= Work to complete =
Each entry must be restated word for word.

[Stored data]

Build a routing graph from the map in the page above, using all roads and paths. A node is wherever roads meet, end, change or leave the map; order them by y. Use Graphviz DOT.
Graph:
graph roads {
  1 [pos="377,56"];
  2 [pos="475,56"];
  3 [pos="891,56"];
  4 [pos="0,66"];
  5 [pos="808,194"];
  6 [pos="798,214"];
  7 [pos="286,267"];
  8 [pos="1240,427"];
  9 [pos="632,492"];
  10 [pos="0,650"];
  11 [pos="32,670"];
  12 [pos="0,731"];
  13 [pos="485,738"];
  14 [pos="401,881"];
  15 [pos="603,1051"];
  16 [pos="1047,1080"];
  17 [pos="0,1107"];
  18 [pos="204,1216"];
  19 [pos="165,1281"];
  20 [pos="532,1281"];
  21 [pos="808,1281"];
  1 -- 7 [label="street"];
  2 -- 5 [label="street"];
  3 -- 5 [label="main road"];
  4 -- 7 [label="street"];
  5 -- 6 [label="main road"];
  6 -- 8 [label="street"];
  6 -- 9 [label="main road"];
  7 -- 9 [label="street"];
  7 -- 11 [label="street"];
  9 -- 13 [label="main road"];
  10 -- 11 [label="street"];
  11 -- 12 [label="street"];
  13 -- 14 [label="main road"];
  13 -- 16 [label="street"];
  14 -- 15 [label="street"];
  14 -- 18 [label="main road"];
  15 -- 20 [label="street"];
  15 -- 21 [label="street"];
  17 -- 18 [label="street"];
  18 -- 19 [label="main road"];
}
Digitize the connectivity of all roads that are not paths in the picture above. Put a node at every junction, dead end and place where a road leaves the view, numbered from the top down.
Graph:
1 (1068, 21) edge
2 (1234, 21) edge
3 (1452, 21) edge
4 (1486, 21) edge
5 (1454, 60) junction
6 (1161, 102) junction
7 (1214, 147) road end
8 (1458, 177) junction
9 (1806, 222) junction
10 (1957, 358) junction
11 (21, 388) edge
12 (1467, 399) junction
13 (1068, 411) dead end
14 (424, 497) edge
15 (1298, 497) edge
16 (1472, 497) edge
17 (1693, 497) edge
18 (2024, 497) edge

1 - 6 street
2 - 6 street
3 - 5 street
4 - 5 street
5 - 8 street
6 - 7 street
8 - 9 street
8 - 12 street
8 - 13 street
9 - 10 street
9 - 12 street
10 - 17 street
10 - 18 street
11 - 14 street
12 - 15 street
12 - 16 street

= Answer to this exercise =
Build a routing graph from the map in the page above, using all roads and paths. A node is wherever roads meet, end, change or leave the map; order them by y. Use Graphviz DOT.
Graph:
graph roads {
  1 [pos="377,56"];
  2 [pos="475,56"];
  3 [pos="891,56"];
  4 [pos="0,66"];
  5 [pos="808,194"];
  6 [pos="798,214"];
  7 [pos="286,267"];
  8 [pos="1240,427"];
  9 [pos="632,492"];
  10 [pos="0,650"];
  11 [pos="32,670"];
  12 [pos="0,731"];
  13 [pos="485,738"];
  14 [pos="401,881"];
  15 [pos="603,1051"];
  16 [pos="1047,1080"];
  17 [pos="0,1107"];
  18 [pos="204,1216"];
  19 [pos="165,1281"];
  20 [pos="532,1281"];
  21 [pos="808,1281"];
  1 -- 7 [label="street"];
  2 -- 5 [label="street"];
  3 -- 5 [label="main road"];
  4 -- 7 [label="street"];
  5 -- 6 [label="main road"];
  6 -- 8 [label="street"];
  6 -- 9 [label="main road"];
  7 -- 9 [label="street"];
  7 -- 11 [label="street"];
  9 -- 13 [label="main road"];
  10 -- 11 [label="street"];
  11 -- 12 [label="street"];
  13 -- 14 [label="main road"];
  13 -- 16 [label="street"];
  14 -- 15 [label="street"];
  14 -- 18 [label="main road"];
  15 -- 20 [label="street"];
  15 -- 21 [label="street"];
  17 -- 18 [label="street"];
  18 -- 19 [label="main road"];
}
Digitize the connectivity of all roads that are not paths in the picture above. Put a node at every junction, dead end and place where a road leaves the view, numbered from the top down.
Graph:
1 (1068, 21) edge
2 (1234, 21) edge
3 (1452, 21) edge
4 (1486, 21) edge
5 (1454, 60) junction
6 (1161, 102) junction
7 (1214, 147) road end
8 (1458, 177) junction
9 (1806, 222) junction
10 (1957, 358) junction
11 (21, 388) edge
12 (1467, 399) junction
13 (1068, 411) dead end
14 (424, 497) edge
15 (1298, 497) edge
16 (1472, 497) edge
17 (1693, 497) edge
18 (2024, 497) edge

1 - 6 street
2 - 6 street
3 - 5 street
4 - 5 street
5 - 8 street
6 - 7 street
8 - 9 street
8 - 12 street
8 - 13 street
9 - 10 street
9 - 12 street
10 - 17 street
10 - 18 street
11 - 14 street
12 - 15 street
12 - 16 street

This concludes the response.